Anna Hakari, öğrencilerinin en az beş sinagogu gezdiğini ve yaptıkları onarım işinin ne anlama geldiğini yerinde gördüklerini belirtiyor. “Bu onlar için önemli bir deneyim. Böyle bir kültürel mirasın ortaya çıkmasına katkı koymak, ellerindeki malzemenin nerede kullanıldığını görmek hepsini çok etkiledi” diyor. İlk yıl 140 malzemeyi temizleyip onardıklarını anlatan Hakari, bugün onarımı biten parohet sayısının 325 olduğunu söylüyor. Temizlik, onarım bittikten sonra tüm çalışmaların fotoğraflanıp kataloglandığını belirtiyor.

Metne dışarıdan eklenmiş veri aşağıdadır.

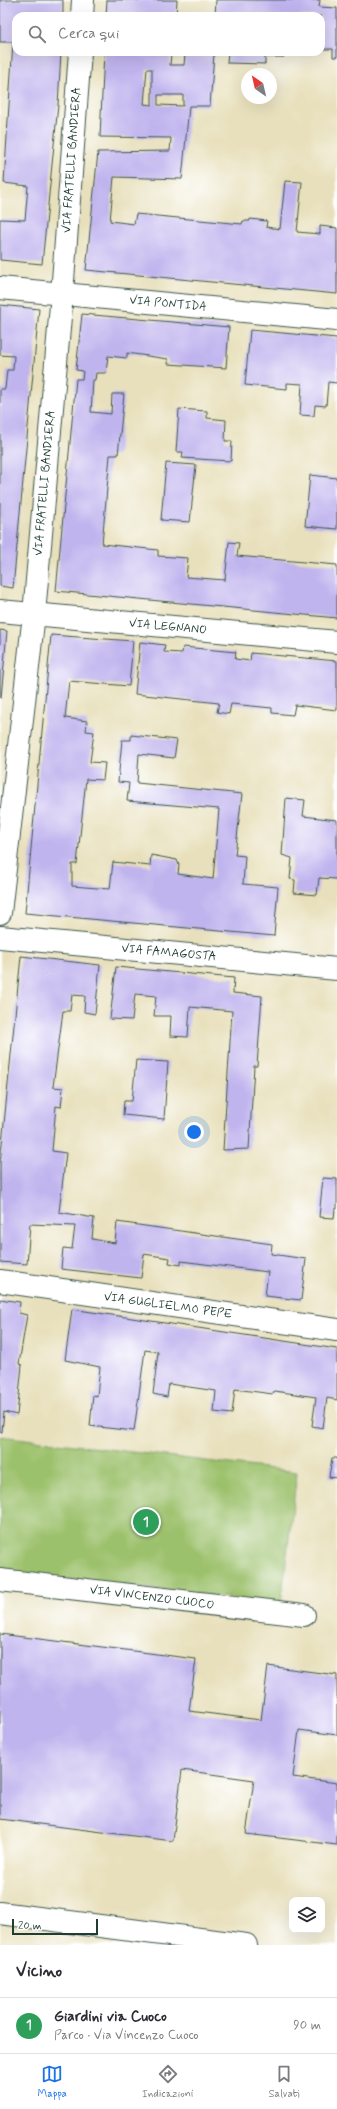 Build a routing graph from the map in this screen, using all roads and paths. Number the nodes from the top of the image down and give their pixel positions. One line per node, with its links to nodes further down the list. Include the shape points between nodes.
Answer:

Parohetlerde yer alan desenlerin Osmanlı motiflerine çok benzediğini anlatan Nesim Bencoya, “Bunlar aslında örtü, masa örtüsü ya da gelinlik olarak kullanılmış kumaşlar. Bunlar sinagoga bağışlandıklarında dini ya da sinagog ürünü ya da yahudiliğe ait bir ürüne dönüştüler” diyor. Bencoya, “Üzerlerindeki yazıtlarda, neden bağışlandığı, doğum, ölüm evlilik gibi açıklamalar var. Bütün dinlerde olan hamsayani Fatma’nın Eli, yaşam ağacı motifleri, adalet temsil eden motifler, eller, Davut yıldızı, 10 emirin yazıldığı kitabeleri burada desen olarak görüyoruz. O zaman bunun Yahudi kültürüne ait olduğunu görebiliyorsunuz. Hepsinde bir tarih var, muhtemelen bağışlandığı tarihler. 20. Yüzyıl’ın başlarına kadar üretilmiş bu malzemeler” bilgisini paylaşıyor.

Bencoya’ya bu ürünlerin nasıl değerlendirileceğini sorduğumda Kemeraltı’nda açılması planlanan İzmir Yahudi Kültür Mirası Müzesi’nde sergileneceğini dile getiriyor.